> **Exercise data**
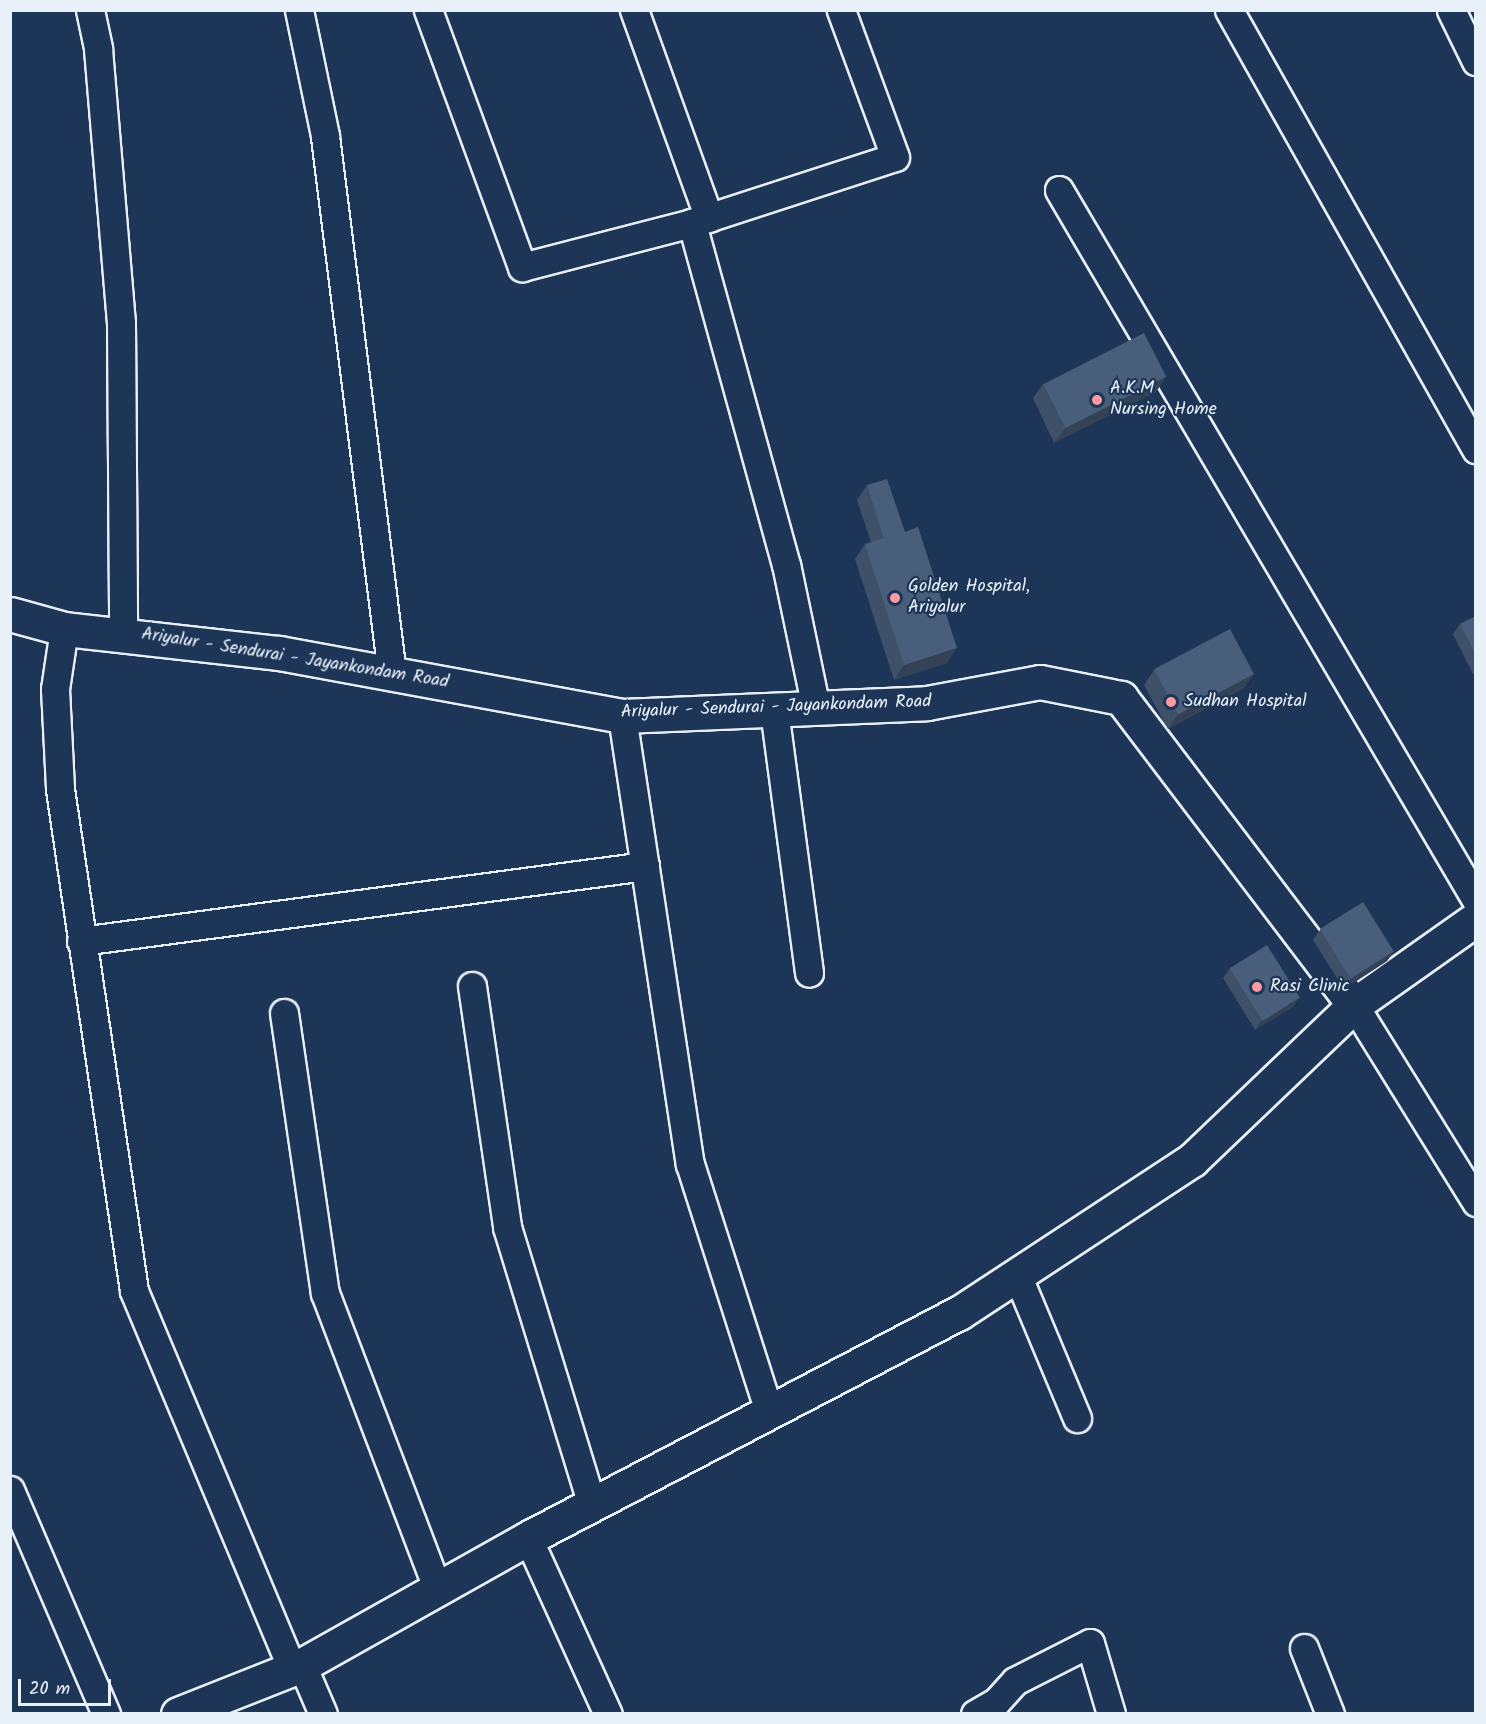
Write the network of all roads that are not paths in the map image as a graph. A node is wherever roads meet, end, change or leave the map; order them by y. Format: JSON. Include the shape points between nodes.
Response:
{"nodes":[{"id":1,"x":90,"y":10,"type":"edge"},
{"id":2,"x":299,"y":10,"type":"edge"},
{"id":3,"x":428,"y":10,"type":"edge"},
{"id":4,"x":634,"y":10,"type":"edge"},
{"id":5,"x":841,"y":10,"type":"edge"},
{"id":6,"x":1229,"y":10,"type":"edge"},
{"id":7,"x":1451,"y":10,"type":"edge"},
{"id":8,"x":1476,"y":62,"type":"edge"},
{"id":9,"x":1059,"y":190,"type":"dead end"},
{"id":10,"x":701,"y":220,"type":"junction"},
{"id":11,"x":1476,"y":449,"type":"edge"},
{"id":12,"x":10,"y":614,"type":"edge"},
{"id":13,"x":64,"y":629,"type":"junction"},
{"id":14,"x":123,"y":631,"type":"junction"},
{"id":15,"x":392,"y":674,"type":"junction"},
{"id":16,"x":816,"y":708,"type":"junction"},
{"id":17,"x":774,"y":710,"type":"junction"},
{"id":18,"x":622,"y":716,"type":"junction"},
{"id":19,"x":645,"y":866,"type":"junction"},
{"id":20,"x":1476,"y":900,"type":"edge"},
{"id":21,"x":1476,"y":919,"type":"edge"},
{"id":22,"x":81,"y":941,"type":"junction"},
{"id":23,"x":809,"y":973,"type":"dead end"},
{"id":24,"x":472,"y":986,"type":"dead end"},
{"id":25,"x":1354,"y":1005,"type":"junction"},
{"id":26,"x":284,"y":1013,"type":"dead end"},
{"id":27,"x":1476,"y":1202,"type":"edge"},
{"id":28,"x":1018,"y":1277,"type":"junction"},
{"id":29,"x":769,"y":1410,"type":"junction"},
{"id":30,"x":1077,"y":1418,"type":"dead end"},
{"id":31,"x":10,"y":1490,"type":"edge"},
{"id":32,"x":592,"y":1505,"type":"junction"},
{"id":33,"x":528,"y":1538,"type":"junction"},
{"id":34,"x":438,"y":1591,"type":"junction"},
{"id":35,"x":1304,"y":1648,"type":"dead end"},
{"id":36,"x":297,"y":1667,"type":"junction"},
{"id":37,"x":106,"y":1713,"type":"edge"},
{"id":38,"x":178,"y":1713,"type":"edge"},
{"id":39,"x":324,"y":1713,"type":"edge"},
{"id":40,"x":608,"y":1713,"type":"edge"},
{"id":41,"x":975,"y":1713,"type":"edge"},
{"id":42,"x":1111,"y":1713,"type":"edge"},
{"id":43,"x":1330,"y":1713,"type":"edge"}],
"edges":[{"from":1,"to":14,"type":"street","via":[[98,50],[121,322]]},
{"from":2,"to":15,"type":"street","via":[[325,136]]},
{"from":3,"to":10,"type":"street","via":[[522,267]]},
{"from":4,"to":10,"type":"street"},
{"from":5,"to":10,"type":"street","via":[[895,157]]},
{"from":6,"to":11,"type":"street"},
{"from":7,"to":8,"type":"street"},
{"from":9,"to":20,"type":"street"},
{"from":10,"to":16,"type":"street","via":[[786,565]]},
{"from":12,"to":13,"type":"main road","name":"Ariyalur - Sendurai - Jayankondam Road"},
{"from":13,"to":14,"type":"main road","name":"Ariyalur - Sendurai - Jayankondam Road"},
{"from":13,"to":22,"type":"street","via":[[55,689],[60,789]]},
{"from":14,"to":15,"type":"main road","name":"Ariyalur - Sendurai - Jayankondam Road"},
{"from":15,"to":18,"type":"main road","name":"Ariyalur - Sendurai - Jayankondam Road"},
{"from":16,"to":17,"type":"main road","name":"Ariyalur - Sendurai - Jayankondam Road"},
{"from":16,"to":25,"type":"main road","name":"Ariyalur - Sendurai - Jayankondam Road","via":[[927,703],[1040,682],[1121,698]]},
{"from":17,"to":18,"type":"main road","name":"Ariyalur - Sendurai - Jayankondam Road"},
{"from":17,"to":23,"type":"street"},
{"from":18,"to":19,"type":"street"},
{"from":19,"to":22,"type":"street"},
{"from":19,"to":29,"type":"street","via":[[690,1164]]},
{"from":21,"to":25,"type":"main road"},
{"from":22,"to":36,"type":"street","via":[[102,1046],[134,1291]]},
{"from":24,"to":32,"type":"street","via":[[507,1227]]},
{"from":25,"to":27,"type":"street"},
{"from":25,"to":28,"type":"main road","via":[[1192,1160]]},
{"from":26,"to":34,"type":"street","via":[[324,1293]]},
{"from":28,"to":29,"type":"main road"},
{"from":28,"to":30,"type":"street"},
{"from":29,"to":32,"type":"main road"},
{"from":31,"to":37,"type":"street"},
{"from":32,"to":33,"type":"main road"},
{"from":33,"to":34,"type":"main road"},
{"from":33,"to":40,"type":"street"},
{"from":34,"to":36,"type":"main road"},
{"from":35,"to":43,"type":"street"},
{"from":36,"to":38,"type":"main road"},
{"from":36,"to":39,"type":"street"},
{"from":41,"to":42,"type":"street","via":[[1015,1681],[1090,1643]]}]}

> **Exercise details**
If a line of the data contains "nodes", it counts; report the number of such lines and nothing else.

> **Result of this task**
2